In [7]:
device = torch.device("cuda:0" if torch.cuda.is_available() else "cpu")
print(device)

cpu


In [37]:
class Birddataset(Dataset):
    def __init__(self, image_dir: str, allowed_classes: List[str], dataset_type: str = "train", do_transform: bool = True):
        """
        Custom dataset class for bird image classification.

        Args:
            image_dir (str): Path to the root directory containing class subdirectories with images.
            allowed_classes (List[str]): List of allowed class names to include.
            dataset_type (str): Either "train" or "test" to control the split of the dataset.
            do_transform (bool): Whether to apply transformations to images.

        Attributes:
            train_samples (List[Tuple[str, str]]): List of training samples as (image_path, class_name) tuples.
            test_samples (List[Tuple[str, str]]): List of test samples as (image_path, class_name) tuples.
            transform: Transformations to be applied to images.
        """
        self.image_dir = image_dir
        self.allowed_classes = allowed_classes
        self.dataset_type = dataset_type
        self.do_transform = do_transform

        # Predefined image transformations (Normalization for ImageNet-pretrained models)
        self.transform = transforms.Compose([
            transforms.ToTensor(),
            transforms.Normalize(mean=[0.485, 0.456, 0.406],
                                 std=[0.229, 0.224, 0.225])
        ])

        # Initialize empty lists for train and test samples
        self.train_samples = []
        self.test_samples = []

        # Preload file paths in parallel for faster processing
        self._load_samples()

    def _load_samples(self) -> None:
        """
        Loads image file paths and splits them into training and test sets.
        Uses multithreading for efficient file scanning.
        """
        with ThreadPoolExecutor() as executor:
            futures = []

            # Iterate over all class directories in the image directory
            for class_name in os.listdir(self.image_dir):
                class_path = os.path.join(self.image_dir, class_name)
                if os.path.isdir(class_path) and (class_name in self.allowed_classes or class_name == "unlabeled"):
                    futures.append(executor.submit(self._get_class_samples, class_path, class_name))

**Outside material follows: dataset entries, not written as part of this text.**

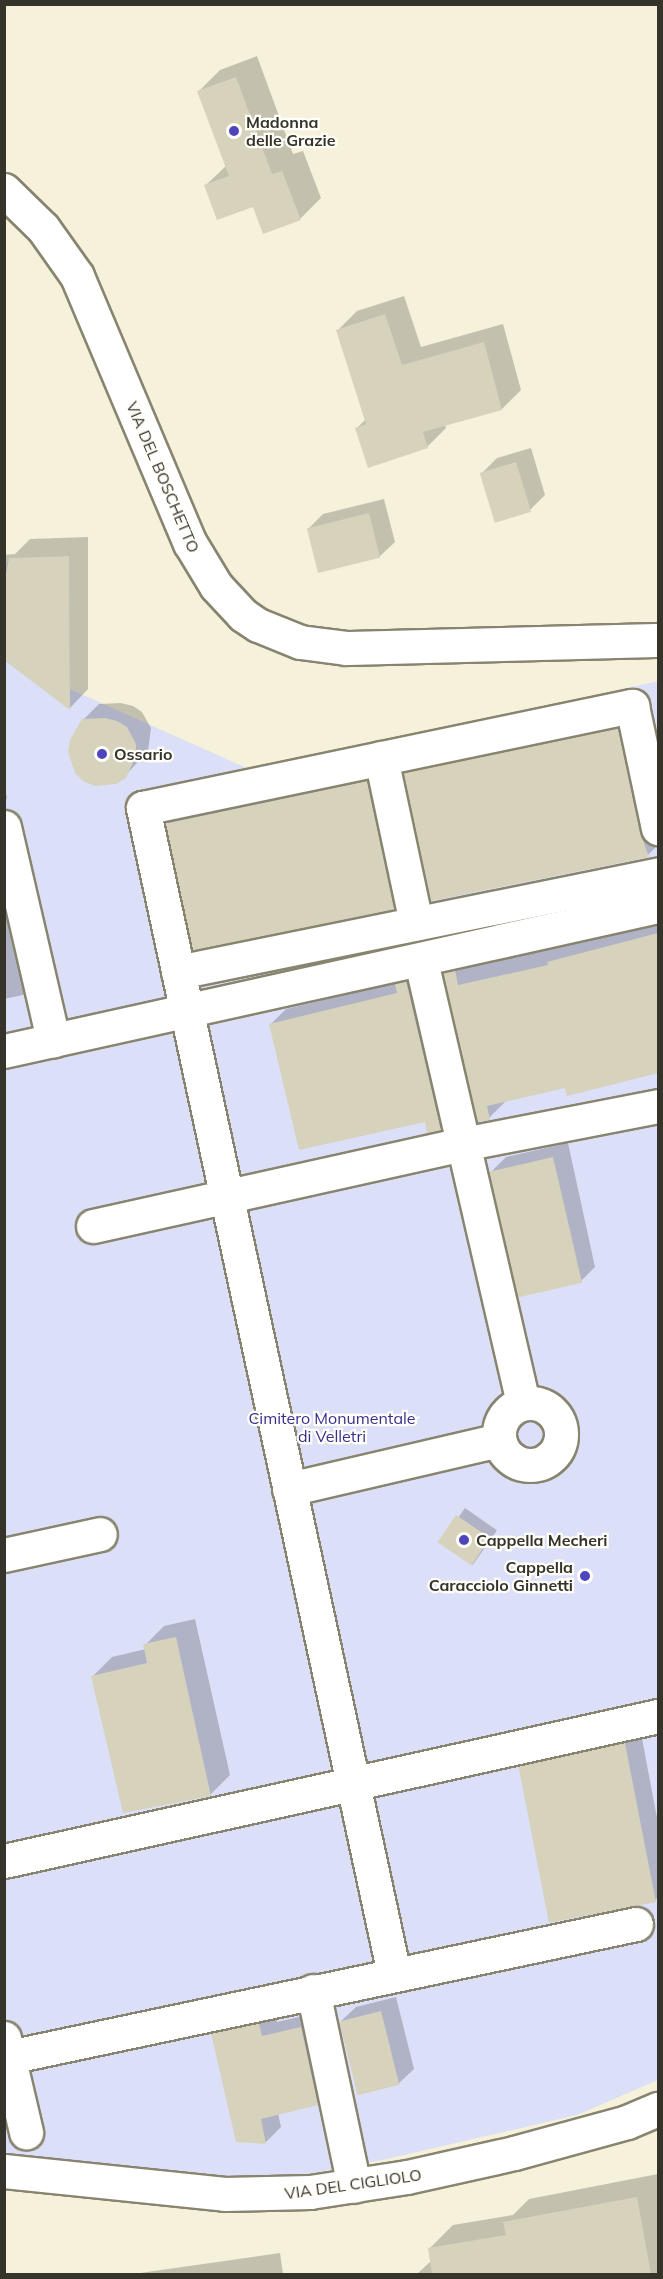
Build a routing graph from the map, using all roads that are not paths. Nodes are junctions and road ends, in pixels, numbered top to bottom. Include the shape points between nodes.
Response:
1 (4, 190) edge
2 (658, 640) edge
3 (381, 758) junction
4 (658, 828) edge
5 (5, 833) edge
6 (658, 874) edge
7 (658, 906) edge
8 (416, 923) junction
9 (420, 961) junction
10 (178, 972) junction
11 (187, 1011) junction
12 (53, 1040) junction
13 (4, 1051) edge
14 (658, 1106) edge
15 (463, 1144) junction
16 (227, 1198) junction
17 (93, 1226) dead end
18 (523, 1403) junction
19 (499, 1440) junction
20 (290, 1489) junction
21 (100, 1534) dead end
22 (4, 1556) edge
23 (658, 1716) edge
24 (353, 1784) junction
25 (4, 1861) edge
26 (636, 1924) dead end
27 (394, 1974) junction
28 (312, 1991) junction
29 (6, 2051) edge
30 (658, 2109) edge
31 (26, 2132) dead end
32 (4, 2171) edge
33 (354, 2186) junction

1 - 2 street, VIA DEL BOSCHETTO via 43,228 77,276 190,543 216,586 243,615 300,642 346,648
3 - 4 street via 632,706
3 - 8 street
3 - 10 street via 143,808
5 - 12 street
6 - 8 street
7 - 9 street
8 - 10 street
9 - 11 street
9 - 15 street
10 - 11 street
11 - 12 street
11 - 16 street
12 - 13 street
14 - 15 street
15 - 16 street
15 - 18 street
16 - 17 street
16 - 20 street
18 - 19 street via 501,1421
18 - 19 street via 544,1406 552,1412 561,1431 556,1451 540,1464 525,1465 509,1458
19 - 20 street
20 - 24 street
21 - 22 street
23 - 24 street
24 - 25 street
24 - 27 street
26 - 27 street
27 - 28 street
28 - 29 street
28 - 33 street
29 - 31 street
30 - 33 street, VIA DEL CIGLIOLO via 627,2122 514,2153
32 - 33 street, VIA DEL CIGLIOLO via 225,2194 280,2195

            for future in futures:
                class_samples = future.result()

                # Separate handling for 'unlabeled' images (assumed to be part of the training set)
                if class_samples[0][1] == "unlabeled":
                    self.train_samples.extend(class_samples)
                else:
                    # Split samples into training and test sets (80-20 split)
                    random.seed(42)
                    random.shuffle(class_samples)
                    self.train_samples.extend(class_samples[:-3])  # All but last 3 for training
                    self.test_samples.extend(class_samples[-3:])   # Last 3 for testing

    def _get_class_samples(self, class_dir: str, class_name: str) -> List[Tuple[str, str]]:
        """
        Gets all image file paths for a particular class.

        Args:
            class_dir (str): Directory path for the class.
            class_name (str): Name of the class.

        Returns:
            List[Tuple[str, str]]: List of (image_path, class_name) tuples.
        """
        return [(os.path.join(class_dir, img_entry.name), class_name) 
                for img_entry in os.scandir(class_dir) if img_entry.is_file()]

    def __len__(self) -> int:
        """
        Returns the total number of images in the dataset split (train or test).

        Returns:
            int: Length of the dataset split (number of images).
        """
        if self.dataset_type == "train":
            return len(self.train_samples)
        else:
            return len(self.test_samples)

    def __getitem__(self, index: int) -> Tuple[torch.Tensor, int]:
        """
        Retrieves an image and its corresponding class index from the dataset.

        Args:
            index (int): Index of the sample to retrieve.

        Returns:
            Tuple[torch.Tensor, int]: 
                - Transformed image tensor.
                - Class index corresponding to the image.
        """
        # Select sample based on dataset type
        if self.dataset_type == "train":
            img_path, class_name = self.train_samples[index]
        else:
            img_path, class_name = self.test_samples[index]

        # Lazy loading of the image
        image = Image.open(img_path).convert("RGB")

        # Apply transformations if enabled
        if self.do_transform:
            image = self.transform(image)

        # Get the class index from allowed_classes
        class_id = self.allowed_classes.index(class_name)

        return image, class_id

In [43]:
from encoder import *

In [52]:
encoder_config = EncoderConfig(
    image_size=128,
    hidden_size=512,
    intermediate_size=512 * 3,
    num_hidden_layers=8,
    num_attention_heads=8,
    num_channels=3,
    patch_size=8,
    layer_norm_eps=1e-6,
    attention_dropout=0.0,
    num_image_tokens=None,
    do_random_mask=True,
    mask_ratio=0.75
)

In [55]:
model = Encoder(encoder_config)